[Collected data entries]
_____
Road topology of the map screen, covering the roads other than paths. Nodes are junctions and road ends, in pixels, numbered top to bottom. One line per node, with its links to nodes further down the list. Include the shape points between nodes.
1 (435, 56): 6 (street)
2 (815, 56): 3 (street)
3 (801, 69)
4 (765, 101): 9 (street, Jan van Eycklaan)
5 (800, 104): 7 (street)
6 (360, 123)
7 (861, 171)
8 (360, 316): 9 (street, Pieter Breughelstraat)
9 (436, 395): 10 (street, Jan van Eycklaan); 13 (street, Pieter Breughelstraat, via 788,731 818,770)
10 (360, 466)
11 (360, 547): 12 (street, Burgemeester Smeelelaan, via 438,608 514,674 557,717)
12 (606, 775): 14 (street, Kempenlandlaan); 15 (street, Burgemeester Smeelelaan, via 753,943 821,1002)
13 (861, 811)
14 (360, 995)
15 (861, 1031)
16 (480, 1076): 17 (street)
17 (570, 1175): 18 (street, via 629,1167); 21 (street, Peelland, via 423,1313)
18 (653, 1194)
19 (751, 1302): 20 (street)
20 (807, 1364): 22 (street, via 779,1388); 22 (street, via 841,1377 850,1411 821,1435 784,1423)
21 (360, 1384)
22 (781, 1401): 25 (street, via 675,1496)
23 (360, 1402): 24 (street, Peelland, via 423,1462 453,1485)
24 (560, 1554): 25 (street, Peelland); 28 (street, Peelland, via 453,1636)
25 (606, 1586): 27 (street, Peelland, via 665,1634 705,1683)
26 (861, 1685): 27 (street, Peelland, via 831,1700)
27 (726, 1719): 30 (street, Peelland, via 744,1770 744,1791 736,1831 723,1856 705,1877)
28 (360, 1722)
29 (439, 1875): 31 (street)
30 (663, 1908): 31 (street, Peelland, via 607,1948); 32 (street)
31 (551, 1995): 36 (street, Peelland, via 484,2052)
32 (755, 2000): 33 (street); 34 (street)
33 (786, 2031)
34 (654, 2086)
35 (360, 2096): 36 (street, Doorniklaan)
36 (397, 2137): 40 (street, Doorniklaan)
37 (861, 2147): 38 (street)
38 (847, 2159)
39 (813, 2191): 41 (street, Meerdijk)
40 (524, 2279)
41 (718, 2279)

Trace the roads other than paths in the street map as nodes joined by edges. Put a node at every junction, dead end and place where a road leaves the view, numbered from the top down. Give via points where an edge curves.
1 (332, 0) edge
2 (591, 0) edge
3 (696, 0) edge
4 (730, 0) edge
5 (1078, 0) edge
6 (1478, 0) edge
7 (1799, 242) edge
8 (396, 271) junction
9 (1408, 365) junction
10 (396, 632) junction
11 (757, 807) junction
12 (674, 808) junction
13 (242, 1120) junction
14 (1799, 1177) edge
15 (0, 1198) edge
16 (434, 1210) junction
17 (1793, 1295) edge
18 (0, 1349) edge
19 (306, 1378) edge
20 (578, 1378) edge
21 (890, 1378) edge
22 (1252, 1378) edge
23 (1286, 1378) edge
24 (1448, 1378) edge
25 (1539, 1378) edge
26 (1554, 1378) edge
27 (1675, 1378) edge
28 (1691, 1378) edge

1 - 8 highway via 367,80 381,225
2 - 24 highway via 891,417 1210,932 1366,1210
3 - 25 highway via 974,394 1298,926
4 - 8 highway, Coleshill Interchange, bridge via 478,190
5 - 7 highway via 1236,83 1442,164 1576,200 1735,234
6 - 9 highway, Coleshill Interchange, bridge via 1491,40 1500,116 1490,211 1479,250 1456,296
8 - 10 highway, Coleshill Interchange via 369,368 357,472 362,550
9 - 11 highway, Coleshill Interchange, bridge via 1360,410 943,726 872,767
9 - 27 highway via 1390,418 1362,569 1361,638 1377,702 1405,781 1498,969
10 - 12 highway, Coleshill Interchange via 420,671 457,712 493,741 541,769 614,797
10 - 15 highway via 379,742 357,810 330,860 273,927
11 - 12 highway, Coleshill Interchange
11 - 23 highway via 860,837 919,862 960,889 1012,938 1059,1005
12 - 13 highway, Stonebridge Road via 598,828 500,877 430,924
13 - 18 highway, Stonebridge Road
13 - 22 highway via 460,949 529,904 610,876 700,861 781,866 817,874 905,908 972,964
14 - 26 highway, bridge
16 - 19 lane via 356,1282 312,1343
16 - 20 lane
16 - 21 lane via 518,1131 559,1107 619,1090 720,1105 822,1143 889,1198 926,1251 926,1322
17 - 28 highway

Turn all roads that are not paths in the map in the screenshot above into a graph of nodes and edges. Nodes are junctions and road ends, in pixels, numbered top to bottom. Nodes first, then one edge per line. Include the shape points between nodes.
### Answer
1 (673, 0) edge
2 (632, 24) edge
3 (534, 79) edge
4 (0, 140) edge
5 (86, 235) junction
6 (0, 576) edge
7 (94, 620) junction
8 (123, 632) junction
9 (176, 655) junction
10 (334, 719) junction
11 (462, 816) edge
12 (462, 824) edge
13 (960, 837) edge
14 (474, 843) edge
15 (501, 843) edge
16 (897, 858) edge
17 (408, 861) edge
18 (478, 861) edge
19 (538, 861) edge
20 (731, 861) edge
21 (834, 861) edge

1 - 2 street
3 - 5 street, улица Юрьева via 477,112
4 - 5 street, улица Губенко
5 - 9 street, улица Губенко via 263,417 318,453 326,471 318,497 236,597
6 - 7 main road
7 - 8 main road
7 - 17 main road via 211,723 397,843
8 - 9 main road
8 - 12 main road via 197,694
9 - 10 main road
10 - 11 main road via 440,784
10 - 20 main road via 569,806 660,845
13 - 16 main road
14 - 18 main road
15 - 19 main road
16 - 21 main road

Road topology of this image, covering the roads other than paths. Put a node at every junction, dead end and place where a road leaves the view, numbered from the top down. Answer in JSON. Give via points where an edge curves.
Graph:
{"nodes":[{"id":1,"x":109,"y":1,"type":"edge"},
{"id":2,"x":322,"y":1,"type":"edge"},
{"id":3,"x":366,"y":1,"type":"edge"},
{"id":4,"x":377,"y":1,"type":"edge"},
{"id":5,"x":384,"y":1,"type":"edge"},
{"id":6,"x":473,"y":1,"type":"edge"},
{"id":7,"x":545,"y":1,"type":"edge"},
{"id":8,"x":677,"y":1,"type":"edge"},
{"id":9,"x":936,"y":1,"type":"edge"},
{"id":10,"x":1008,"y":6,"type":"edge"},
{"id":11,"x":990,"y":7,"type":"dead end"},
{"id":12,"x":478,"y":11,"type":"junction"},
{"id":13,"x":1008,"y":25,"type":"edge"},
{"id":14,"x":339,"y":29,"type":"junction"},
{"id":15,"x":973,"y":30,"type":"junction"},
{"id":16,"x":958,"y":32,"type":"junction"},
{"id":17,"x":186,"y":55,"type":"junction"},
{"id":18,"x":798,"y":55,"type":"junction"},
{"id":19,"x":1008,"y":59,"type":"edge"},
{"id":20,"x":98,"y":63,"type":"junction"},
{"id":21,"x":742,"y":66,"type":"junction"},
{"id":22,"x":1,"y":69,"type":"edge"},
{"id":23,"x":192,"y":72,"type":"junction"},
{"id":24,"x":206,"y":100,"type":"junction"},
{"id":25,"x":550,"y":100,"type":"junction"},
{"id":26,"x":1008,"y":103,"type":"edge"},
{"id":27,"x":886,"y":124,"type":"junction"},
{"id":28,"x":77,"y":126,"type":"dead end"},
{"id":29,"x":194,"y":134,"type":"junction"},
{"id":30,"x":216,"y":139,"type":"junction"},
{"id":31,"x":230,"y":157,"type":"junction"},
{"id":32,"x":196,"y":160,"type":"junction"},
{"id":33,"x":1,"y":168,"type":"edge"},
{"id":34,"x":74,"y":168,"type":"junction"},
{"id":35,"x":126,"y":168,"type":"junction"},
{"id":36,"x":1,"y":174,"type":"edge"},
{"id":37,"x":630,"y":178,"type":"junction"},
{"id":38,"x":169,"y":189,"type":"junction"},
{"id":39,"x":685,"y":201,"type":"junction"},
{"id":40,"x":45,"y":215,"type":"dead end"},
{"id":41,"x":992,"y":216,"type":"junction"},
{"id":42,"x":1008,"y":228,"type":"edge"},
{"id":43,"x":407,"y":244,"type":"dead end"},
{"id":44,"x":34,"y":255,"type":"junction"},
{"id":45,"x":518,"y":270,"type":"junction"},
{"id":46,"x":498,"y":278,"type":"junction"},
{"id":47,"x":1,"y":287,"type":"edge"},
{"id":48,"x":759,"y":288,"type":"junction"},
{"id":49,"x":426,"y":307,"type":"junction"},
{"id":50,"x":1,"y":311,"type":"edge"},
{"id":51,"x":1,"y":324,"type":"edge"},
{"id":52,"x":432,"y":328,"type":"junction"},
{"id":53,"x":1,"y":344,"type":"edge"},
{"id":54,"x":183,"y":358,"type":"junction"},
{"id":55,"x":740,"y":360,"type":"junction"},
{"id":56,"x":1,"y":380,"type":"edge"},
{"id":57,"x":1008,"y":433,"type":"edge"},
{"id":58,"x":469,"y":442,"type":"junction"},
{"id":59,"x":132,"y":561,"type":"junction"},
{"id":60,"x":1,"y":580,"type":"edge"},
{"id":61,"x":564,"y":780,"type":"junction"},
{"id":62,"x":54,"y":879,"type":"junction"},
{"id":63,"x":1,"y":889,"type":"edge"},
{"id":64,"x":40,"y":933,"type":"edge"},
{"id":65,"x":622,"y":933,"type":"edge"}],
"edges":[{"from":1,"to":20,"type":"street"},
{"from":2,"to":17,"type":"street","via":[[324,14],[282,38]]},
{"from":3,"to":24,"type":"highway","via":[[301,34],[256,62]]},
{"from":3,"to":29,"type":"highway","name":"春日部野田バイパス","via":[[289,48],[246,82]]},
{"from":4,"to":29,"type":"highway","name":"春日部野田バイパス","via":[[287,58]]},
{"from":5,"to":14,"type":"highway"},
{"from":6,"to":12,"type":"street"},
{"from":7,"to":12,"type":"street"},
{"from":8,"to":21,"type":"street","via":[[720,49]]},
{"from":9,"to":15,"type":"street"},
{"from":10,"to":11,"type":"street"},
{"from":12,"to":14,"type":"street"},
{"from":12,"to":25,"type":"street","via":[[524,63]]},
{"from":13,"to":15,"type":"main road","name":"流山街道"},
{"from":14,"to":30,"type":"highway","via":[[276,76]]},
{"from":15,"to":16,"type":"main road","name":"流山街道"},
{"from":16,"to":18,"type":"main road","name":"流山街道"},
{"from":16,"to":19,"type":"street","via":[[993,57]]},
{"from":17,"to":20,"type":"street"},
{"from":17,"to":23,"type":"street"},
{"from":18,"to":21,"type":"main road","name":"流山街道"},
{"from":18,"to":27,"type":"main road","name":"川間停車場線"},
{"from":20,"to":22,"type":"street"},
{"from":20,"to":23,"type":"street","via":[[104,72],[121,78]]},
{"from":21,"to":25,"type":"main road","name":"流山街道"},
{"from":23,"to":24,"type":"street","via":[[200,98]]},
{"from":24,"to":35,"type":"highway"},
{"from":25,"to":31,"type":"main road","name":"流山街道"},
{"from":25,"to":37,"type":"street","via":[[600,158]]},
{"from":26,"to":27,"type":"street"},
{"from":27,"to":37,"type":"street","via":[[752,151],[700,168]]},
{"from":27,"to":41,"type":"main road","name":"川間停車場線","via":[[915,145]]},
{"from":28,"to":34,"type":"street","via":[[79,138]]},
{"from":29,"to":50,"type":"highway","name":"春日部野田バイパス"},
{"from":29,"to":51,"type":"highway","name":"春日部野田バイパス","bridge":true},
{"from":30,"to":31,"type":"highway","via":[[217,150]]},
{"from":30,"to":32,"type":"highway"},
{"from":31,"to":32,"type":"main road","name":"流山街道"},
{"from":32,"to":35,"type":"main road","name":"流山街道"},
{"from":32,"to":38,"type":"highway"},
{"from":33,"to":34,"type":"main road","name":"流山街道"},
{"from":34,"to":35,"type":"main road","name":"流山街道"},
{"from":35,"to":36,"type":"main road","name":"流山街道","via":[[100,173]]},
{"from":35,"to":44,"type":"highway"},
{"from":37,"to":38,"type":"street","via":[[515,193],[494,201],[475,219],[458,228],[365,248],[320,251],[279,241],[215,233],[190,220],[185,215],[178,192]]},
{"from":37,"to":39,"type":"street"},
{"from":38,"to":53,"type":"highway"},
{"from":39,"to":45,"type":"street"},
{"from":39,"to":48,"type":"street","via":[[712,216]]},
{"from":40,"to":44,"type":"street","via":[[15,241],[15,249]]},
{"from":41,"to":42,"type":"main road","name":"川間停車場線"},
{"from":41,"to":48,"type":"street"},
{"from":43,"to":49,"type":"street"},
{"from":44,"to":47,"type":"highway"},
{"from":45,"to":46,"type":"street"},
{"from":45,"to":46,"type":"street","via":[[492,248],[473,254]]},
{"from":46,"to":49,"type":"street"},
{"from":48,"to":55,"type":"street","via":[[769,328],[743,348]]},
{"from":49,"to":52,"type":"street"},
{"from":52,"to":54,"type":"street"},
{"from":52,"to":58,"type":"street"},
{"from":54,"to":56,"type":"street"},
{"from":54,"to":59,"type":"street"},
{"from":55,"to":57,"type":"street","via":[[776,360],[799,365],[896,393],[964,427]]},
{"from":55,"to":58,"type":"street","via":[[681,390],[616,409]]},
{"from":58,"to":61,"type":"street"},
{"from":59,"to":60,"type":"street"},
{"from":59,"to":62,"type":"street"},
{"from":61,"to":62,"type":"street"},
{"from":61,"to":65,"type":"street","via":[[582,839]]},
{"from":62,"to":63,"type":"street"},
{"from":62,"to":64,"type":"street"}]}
_____
PROBLEM REQUIREMENTS:
In the records above, some lines hold the word "春日部野田バイパス"; copy each such line.

EXERCISE RESULT:
{"from":3,"to":29,"type":"highway","name":"春日部野田バイパス","via":[[289,48],[246,82]]},
{"from":4,"to":29,"type":"highway","name":"春日部野田バイパス","via":[[287,58]]},
{"from":29,"to":50,"type":"highway","name":"春日部野田バイパス"},
{"from":29,"to":51,"type":"highway","name":"春日部野田バイパス","bridge":true},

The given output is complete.